TRIBUNNEWS.COM, DENPASAR - Kasus kekerasan seksual terhadap anak-anak di Bali terus mengalami peningkatan.
Media sosial (medsos) memberi pengaruh besar. Banyak anak jadi korban setelah saling kenal di dunia maya.
Berdasarkan data di Badan Pemberdayaan Perempuan dan Perlindungan Anak (BP3A) Provinsi Bali, dan Pusat Pelayanan Terpadu Pemberdayaan Perempuan dan Anak (P2TP2A), tercatat ratusan anak-anak di Bali menjadi korban kekerasan seksual setiap tahun.
“Kasus kekerasan seksual di Bali sangat tinggi. Bahkan sempat diberikan rapor merah oleh Komnas Perlindungan Anak,” kata Ketua Harian P2TP2A Kota Denpasar, Luh Putu Anggreni, dalam forum diskusi di Denpasar, dua pekan lalu.
Baca: Kisah Patriotik Johny Gala, Siswa SMP yang Panjat Tiang Bendera Karena Tambangnya Putus
Di Denpasar, P2TP2A Denpasar mencatat kasus kekerasan seksual juga menunjukkan peningkatan dari tahun ke tahun.
Tahun 2012, jumlah kasus kekerasan seksual yang tercatat di Denpasar sebanyak 22 kasus, tahun 2013 (22), tahun 2014 (38), 2015 (49), 2016 (46), dan pada 2017 (28).
BP3A Provinsi Bali juga turut mencatat jumlah kasus kekerasan seksual pada anak di Bali.
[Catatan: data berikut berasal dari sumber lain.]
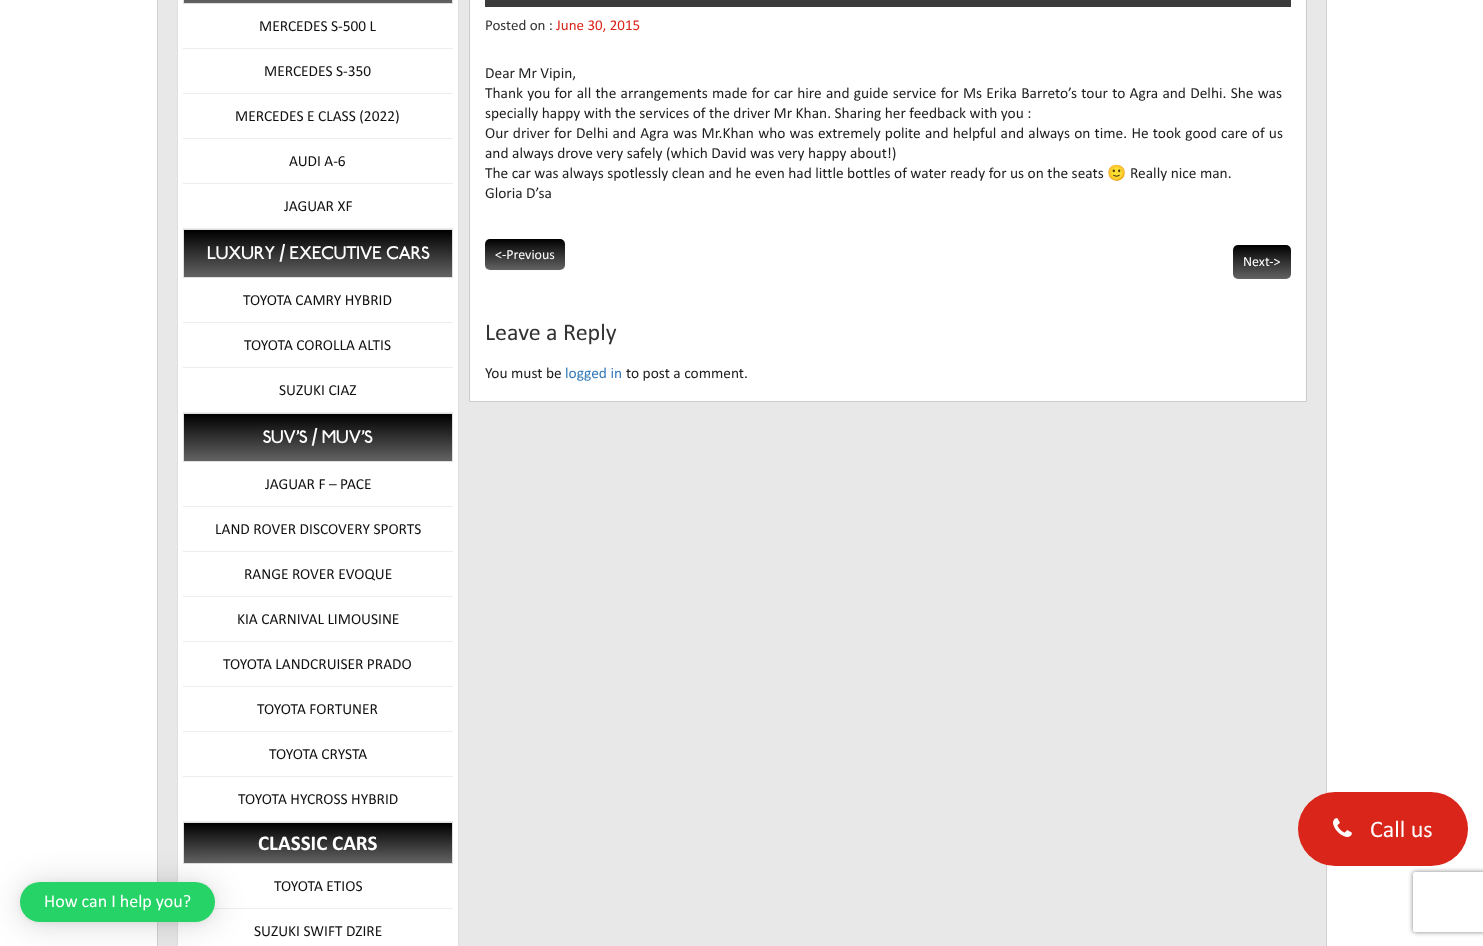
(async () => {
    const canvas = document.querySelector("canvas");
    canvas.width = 1483;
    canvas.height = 946;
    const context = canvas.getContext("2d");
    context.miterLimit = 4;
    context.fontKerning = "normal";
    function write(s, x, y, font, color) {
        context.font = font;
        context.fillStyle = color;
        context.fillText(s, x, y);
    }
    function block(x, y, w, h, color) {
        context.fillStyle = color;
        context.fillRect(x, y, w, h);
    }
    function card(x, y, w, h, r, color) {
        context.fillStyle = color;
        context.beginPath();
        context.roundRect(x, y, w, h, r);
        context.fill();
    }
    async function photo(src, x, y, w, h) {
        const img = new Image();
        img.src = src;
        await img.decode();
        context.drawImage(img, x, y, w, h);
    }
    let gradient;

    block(0, 0, 1483, 946, "rgb(255, 255, 255)");
    context.fillStyle = "rgb(232, 232, 232)";
    context.beginPath();
    context.rect(157.5, -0.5, 1169, 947);
    context.fill();
    context.strokeStyle = "rgb(208, 208, 208)";
    context.stroke();
    context.fillStyle = "rgb(255, 255, 255)";
    context.beginPath();
    context.rect(177.5, -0.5, 281, 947);
    context.fill();
    context.strokeStyle = "rgb(223, 223, 223)";
    context.stroke();
    gradient = context.createLinearGradient(318, -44, 318, 3);
    gradient.addColorStop(0, "rgb(0, 0, 0)");
    gradient.addColorStop(1, "rgb(100, 99, 99)");
    context.fillStyle = gradient;
    context.fillRect(183, 0, 270, 3);
    context.strokeRect(183.5, -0.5, 269, 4);
    block(183, 48, 270, 1, "rgb(237, 237, 237)");
    write("MERCEDES S-500 L", 259, 31, "15.4px Calibri", "rgb(17, 17, 17)");
    block(183, 93, 270, 1, "rgb(237, 237, 237)");
    write("MERCEDES S-350", 264, 76, "15.4px Calibri", "rgb(17, 17, 17)");
    block(183, 138, 270, 1, "rgb(237, 237, 237)");
    write("MERCEDES E CLASS (2022)", 235, 121, "15.4px Calibri", "rgb(17, 17, 17)");
    block(183, 183, 270, 1, "rgb(237, 237, 237)");
    write("AUDI A-6", 289, 166, "15.4px Calibri", "rgb(17, 17, 17)");
    block(183, 228, 270, 1, "rgb(237, 237, 237)");
    write("JAGUAR XF", 284, 211, "15.4px Calibri", "rgb(17, 17, 17)");
    gradient = context.createLinearGradient(318, 230, 318, 277);
    gradient.addColorStop(0, "rgb(0, 0, 0)");
    gradient.addColorStop(1, "rgb(100, 99, 99)");
    context.fillStyle = gradient;
    context.fillRect(184, 230, 268, 47);
    context.strokeRect(183.5, 229.5, 269, 48);
    write("LUXURY / EXECUTIVE CARS", 207, 259, "18.25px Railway", "rgb(255, 255, 255)");
    block(183, 322, 270, 1, "rgb(237, 237, 237)");
    write("TOYOTA CAMRY HYBRID", 243, 305, "15.4px Calibri", "rgb(17, 17, 17)");
    block(183, 367, 270, 1, "rgb(237, 237, 237)");
    write("TOYOTA COROLLA ALTIS", 244, 350, "15.4px Calibri", "rgb(17, 17, 17)");
    block(183, 412, 270, 1, "rgb(237, 237, 237)");
    write("SUZUKI CIAZ", 279, 395, "15.4px Calibri", "rgb(17, 17, 17)");
    gradient = context.createLinearGradient(318, 414, 318, 461);
    gradient.addColorStop(0, "rgb(0, 0, 0)");
    gradient.addColorStop(1, "rgb(100, 99, 99)");
    context.fillStyle = gradient;
    context.fillRect(184, 414, 268, 47);
    context.strokeRect(183.5, 413.5, 269, 48);
    write("SUV’S / MUV’S", 263, 443, "18.25px Railway", "rgb(255, 255, 255)");
    block(183, 506, 270, 1, "rgb(237, 237, 237)");
    write("JAGUAR F – PACE", 265, 489, "15.4px Calibri", "rgb(17, 17, 17)");
    block(183, 551, 270, 1, "rgb(237, 237, 237)");
    write("LAND ROVER DISCOVERY SPORTS", 215, 534, "15.4px Calibri", "rgb(17, 17, 17)");
    block(183, 596, 270, 1, "rgb(237, 237, 237)");
    write("RANGE ROVER EVOQUE", 244, 579, "15.4px Calibri", "rgb(17, 17, 17)");
    block(183, 641, 270, 1, "rgb(237, 237, 237)");
    write("KIA CARNIVAL LIMOUSINE", 237, 624, "15.4px Calibri", "rgb(17, 17, 17)");
    block(183, 686, 270, 1, "rgb(237, 237, 237)");
    write("TOYOTA LANDCRUISER PRADO", 223, 669, "15.4px Calibri", "rgb(17, 17, 17)");
    block(183, 731, 270, 1, "rgb(237, 237, 237)");
    write("TOYOTA FORTUNER", 257, 714, "15.4px Calibri", "rgb(17, 17, 17)");
    block(183, 776, 270, 1, "rgb(237, 237, 237)");
    write("TOYOTA CRYSTA", 269, 759, "15.4px Calibri", "rgb(17, 17, 17)");
    block(183, 821, 270, 1, "rgb(237, 237, 237)");
    write("TOYOTA HYCROSS HYBRID", 238, 804, "15.4px Calibri", "rgb(17, 17, 17)");
    gradient = context.createLinearGradient(318, 823, 318, 863);
    gradient.addColorStop(0, "rgb(0, 0, 0)");
    gradient.addColorStop(1, "rgb(100, 99, 99)");
    context.fillStyle = gradient;
    context.fillRect(184, 823, 268, 40);
    context.strokeRect(183.5, 822.5, 269, 41);
    write("CLASSIC CARS", 258, 850, "bold 21px Calibri", "rgb(255, 255, 255)");
    block(213, 908, 240, 1, "rgb(237, 237, 237)");
    write("TOYOTA ETIOS", 274, 891, "15.4px Calibri", "rgb(17, 17, 17)");
    write("SUZUKI SWIFT DZIRE", 254, 936, "15.4px Calibri", "rgb(17, 17, 17)");
    context.fillStyle = "rgb(255, 255, 255)";
    context.beginPath();
    context.rect(469.5, -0.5, 837, 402);
    context.fill();
    context.strokeStyle = "rgb(204, 204, 204)";
    context.stroke();
    block(485, 0, 806, 7, "rgb(59, 59, 59)");
    write("Posted on :", 485, 30, "15px Calibri", "rgb(51, 51, 51)");
    write("June 30, 2015", 556, 30, "15px Calibri", "rgb(218, 37, 28)");
    write("Dear Mr Vipin,", 485, 78, "15.4px Calibri", "rgb(31, 31, 31)");
    context.wordSpacing = "0.8px";
    write("Thank you for all the arrangements made for car hire and guide service for Ms Erika Barreto’s tour to Agra and Delhi. She was", 485, 98, "15.4px Calibri", "rgb(31, 31, 31)");
    context.wordSpacing = "0px";
    write("specially happy with the services of the driver Mr Khan. Sharing her feedback with you :", 485, 118, "15.4px Calibri", "rgb(31, 31, 31)");
    context.wordSpacing = "0.75px";
    write("Our driver for Delhi and Agra was Mr.Khan who was extremely polite and helpful and always on time. He took good care of us", 485, 138, "15.4px Calibri", "rgb(31, 31, 31)");
    context.wordSpacing = "0px";
    write("and always drove very safely (which David was very happy about!)", 485, 158, "15.4px Calibri", "rgb(31, 31, 31)");
    write("The car was always spotlessly clean and he even had little bottles of water ready for us on the seats", 485, 178, "15.4px Calibri", "rgb(31, 31, 31)");
    write("🙂", 1107, 178, "15.4px Noto Color Emoji", "rgb(31, 31, 31)");
    write("Really nice man.", 1130, 178, "15.4px Calibri", "rgb(31, 31, 31)");
    write("Gloria D’sa", 485, 198, "15.4px Calibri", "rgb(31, 31, 31)");
    gradient = context.createLinearGradient(525, 239, 525, 270);
    gradient.addColorStop(0, "rgb(0, 0, 0)");
    gradient.addColorStop(1, "rgb(100, 99, 99)");
    context.fillStyle = gradient;
    context.beginPath();
    context.roundRect(485, 239, 80, 31, 5);
    context.fill();
    write("<-Previous", 495, 259, "14px Calibri", "rgb(255, 255, 255)");
    gradient = context.createLinearGradient(1262, 245, 1262, 279);
    gradient.addColorStop(0, "rgb(0, 0, 0)");
    gradient.addColorStop(1, "rgb(100, 99, 99)");
    context.fillStyle = gradient;
    context.beginPath();
    context.roundRect(1233, 245, 58, 34, 5);
    context.fill();
    write("Next->", 1243, 266, "14px Calibri", "rgb(255, 255, 255)");
    write("Leave a Reply", 485, 340, "24px Calibri", "rgb(51, 51, 51)");
    write("You must be", 485, 378, "15.4px Calibri", "rgb(31, 31, 31)");
    write("logged in", 565, 378, "15.4px Calibri", "rgb(51, 122, 183)");
    write("to post a comment.", 626, 378, "15.4px Calibri", "rgb(31, 31, 31)");
    card(1298, 792, 170, 74, 37, "rgb(218, 37, 26)");
    await photo("media/1.png", 1333, 818, 19, 19);
    write("Call us", 1370, 837, "24px Calibri", "rgb(255, 255, 255)");
    context.fillStyle = "rgba(0, 0, 0, 0.16)";
    context.filter = "blur(16px)";
    context.beginPath();
    context.roundRect(20, 884, 195, 40, 20);
    context.fill();
    context.filter = "none";
    context.fillStyle = "rgba(0, 0, 0, 0.06)";
    context.filter = "blur(3px)";
    context.beginPath();
    context.roundRect(20, 883, 195, 40, 20);
    context.fill();
    context.filter = "none";
    card(20, 882, 195, 40, 20, "rgb(37, 211, 102)");
    write("How can I help you?", 44, 907, "18px Calibri", "rgb(255, 255, 255)");
    context.save();
    context.beginPath();
    context.moveTo(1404, 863);
    context.lineTo(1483, 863);
    context.lineTo(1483, 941);
    context.lineTo(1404, 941);
    context.closePath();
    context.moveTo(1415, 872);
    context.lineTo(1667, 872);
    context.bezierCurveTo(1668, 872, 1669, 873, 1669, 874);
    context.lineTo(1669, 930);
    context.bezierCurveTo(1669, 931, 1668, 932, 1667, 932);
    context.lineTo(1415, 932);
    context.bezierCurveTo(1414, 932, 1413, 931, 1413, 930);
    context.lineTo(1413, 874);
    context.bezierCurveTo(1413, 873, 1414, 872, 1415, 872);
    context.closePath();
    context.clip("evenodd");
    context.fillStyle = "rgb(128, 128, 128)";
    context.filter = "blur(2.5px)";
    context.beginPath();
    context.roundRect(1413, 872, 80, 60, 2);
    context.fill();
    context.filter = "none";
    context.restore();
})();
Pada 2012, BP3A Provinsi Bali mencatat jumlah kasus kekerasan seksual pada anak sebanyak 105 kasus, 2013 (107), 2014 (114).
Sedangkan menurut data dari Polda Bali, tahun 2015 tercatat 133 kasus kekerasan, dan 63 di antaranya adalah kekerasan seksual pada anak.
Tahun 2016, Polda Bali mencatat jumlah kasus kekerasan seksual sebanyak 177 kasus, dan 81 kasus di antaranya adalah kekerasan seksual.
Pada 2017, jumlah kasus kekerasan seksual yang tercatat di Polda Bali sebanyak 146 kasus, dan 65 kasus adalah kekerasan seksual terhadap anak.
Luh Anggreni yang kerap menangani kasus kekerasan seksual pada anak mengungkapkan, rata-rata dalam kasus kekerasan seksual tersebut, para pelakunya adalah orang-orang terdekat korban, seperti keponakan, kakek, kakak, bahkan tak jarang ayah kandung korban, serta orang-orang terdekat korban di lingkungan sekolah baik teman, maupun oknum guru.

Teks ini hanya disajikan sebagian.